::: Exercise input

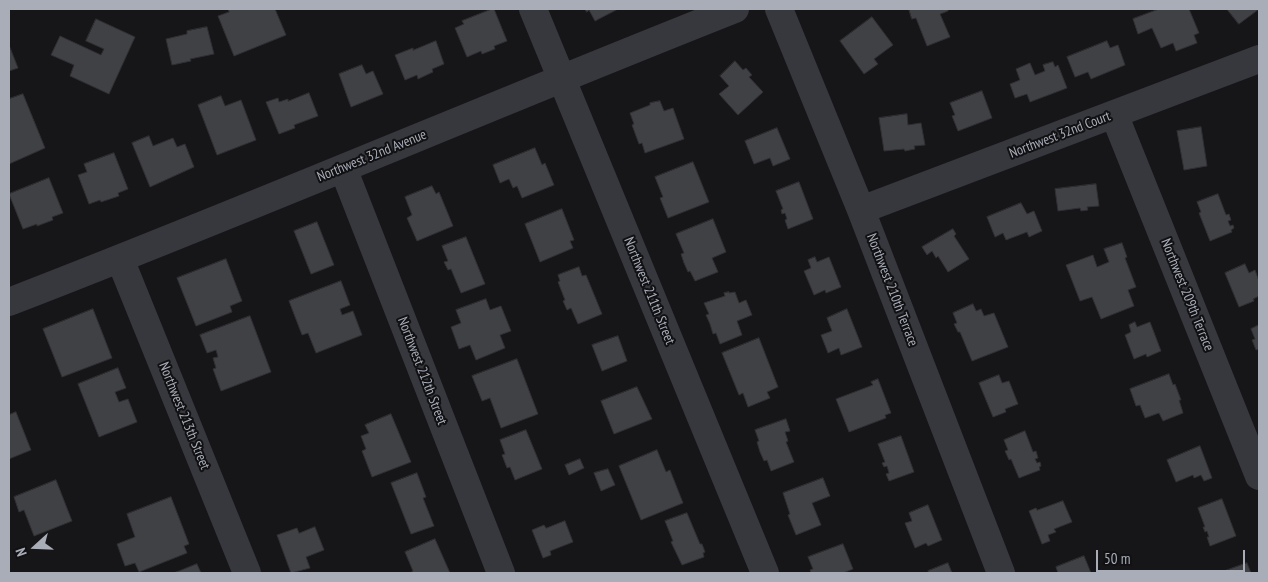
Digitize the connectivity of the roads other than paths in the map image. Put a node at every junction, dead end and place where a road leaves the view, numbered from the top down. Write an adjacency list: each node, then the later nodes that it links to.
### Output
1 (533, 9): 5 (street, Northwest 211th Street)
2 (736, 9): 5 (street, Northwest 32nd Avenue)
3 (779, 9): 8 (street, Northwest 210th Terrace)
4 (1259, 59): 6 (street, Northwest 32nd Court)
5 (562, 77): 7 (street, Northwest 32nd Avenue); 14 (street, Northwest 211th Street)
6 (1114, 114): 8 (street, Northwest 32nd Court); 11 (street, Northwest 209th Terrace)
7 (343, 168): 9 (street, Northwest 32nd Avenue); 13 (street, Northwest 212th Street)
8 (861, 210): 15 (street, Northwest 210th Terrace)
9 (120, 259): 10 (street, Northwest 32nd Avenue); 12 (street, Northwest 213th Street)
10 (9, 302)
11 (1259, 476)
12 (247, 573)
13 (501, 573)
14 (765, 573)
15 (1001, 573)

::::::
::: Exercise input

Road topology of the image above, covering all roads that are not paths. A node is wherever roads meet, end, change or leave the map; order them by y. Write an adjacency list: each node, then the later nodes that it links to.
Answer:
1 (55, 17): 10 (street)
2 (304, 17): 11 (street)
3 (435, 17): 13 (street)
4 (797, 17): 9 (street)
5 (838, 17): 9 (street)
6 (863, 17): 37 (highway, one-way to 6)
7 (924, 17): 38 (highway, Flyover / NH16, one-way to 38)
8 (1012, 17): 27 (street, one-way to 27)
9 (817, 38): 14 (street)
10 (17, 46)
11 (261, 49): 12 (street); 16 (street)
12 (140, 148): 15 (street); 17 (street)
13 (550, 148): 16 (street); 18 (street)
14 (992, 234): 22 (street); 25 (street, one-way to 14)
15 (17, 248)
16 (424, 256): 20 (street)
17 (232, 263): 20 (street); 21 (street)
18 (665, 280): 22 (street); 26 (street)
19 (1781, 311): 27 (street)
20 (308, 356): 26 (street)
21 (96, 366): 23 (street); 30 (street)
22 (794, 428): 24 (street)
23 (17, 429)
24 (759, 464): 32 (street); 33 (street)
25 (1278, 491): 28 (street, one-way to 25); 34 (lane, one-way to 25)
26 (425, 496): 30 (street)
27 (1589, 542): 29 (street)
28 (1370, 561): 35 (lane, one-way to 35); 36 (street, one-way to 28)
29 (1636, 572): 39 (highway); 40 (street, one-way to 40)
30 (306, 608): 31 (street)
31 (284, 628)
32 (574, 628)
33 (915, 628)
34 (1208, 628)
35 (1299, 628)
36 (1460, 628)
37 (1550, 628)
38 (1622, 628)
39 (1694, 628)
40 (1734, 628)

::::::
::: Exercise input

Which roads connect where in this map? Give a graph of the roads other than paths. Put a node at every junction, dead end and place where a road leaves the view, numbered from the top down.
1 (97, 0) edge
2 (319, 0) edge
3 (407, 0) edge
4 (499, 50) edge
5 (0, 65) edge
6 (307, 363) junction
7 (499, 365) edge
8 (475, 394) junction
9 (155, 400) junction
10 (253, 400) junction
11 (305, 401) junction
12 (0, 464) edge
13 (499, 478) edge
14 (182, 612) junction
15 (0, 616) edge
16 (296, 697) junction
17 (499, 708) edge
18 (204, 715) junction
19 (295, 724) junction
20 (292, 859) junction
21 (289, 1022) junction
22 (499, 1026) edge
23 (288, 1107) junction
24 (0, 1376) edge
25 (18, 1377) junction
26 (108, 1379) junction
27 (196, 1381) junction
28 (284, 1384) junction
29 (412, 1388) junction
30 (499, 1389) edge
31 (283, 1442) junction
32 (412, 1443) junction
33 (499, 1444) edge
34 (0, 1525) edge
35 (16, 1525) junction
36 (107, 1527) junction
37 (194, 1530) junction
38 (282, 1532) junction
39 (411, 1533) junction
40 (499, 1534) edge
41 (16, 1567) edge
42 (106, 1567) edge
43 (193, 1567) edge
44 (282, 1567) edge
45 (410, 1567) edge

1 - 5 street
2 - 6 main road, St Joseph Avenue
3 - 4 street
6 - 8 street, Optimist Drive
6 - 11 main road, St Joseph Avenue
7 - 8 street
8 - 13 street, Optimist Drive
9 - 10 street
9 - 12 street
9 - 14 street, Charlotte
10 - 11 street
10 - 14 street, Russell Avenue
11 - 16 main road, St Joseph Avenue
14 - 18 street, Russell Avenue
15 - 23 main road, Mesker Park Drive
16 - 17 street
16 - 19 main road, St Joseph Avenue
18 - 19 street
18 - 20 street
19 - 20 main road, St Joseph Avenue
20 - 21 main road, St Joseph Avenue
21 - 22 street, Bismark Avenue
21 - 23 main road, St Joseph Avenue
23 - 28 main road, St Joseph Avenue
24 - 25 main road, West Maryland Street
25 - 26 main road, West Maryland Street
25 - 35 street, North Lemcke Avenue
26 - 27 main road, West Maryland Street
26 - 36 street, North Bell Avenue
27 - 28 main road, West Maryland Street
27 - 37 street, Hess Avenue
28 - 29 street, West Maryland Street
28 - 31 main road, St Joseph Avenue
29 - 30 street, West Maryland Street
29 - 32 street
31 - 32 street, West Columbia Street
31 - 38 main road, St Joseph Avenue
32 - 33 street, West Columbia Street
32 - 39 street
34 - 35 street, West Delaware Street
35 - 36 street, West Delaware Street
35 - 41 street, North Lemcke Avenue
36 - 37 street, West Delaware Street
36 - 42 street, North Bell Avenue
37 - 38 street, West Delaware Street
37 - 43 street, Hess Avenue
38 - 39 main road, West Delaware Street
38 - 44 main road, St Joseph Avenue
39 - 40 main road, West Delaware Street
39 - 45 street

::::::

▶ _Your instructions_: The word "links" may appear in several lines of the data; copy every line where it does.

▶ _Reply to the exercise_:
Digitize the connectivity of the roads other than paths in the map image. Put a node at every junction, dead end and place where a road leaves the view, numbered from the top down. Write an adjacency list: each node, then the later nodes that it links to.
Road topology of the image above, covering all roads that are not paths. A node is wherever roads meet, end, change or leave the map; order them by y. Write an adjacency list: each node, then the later nodes that it links to.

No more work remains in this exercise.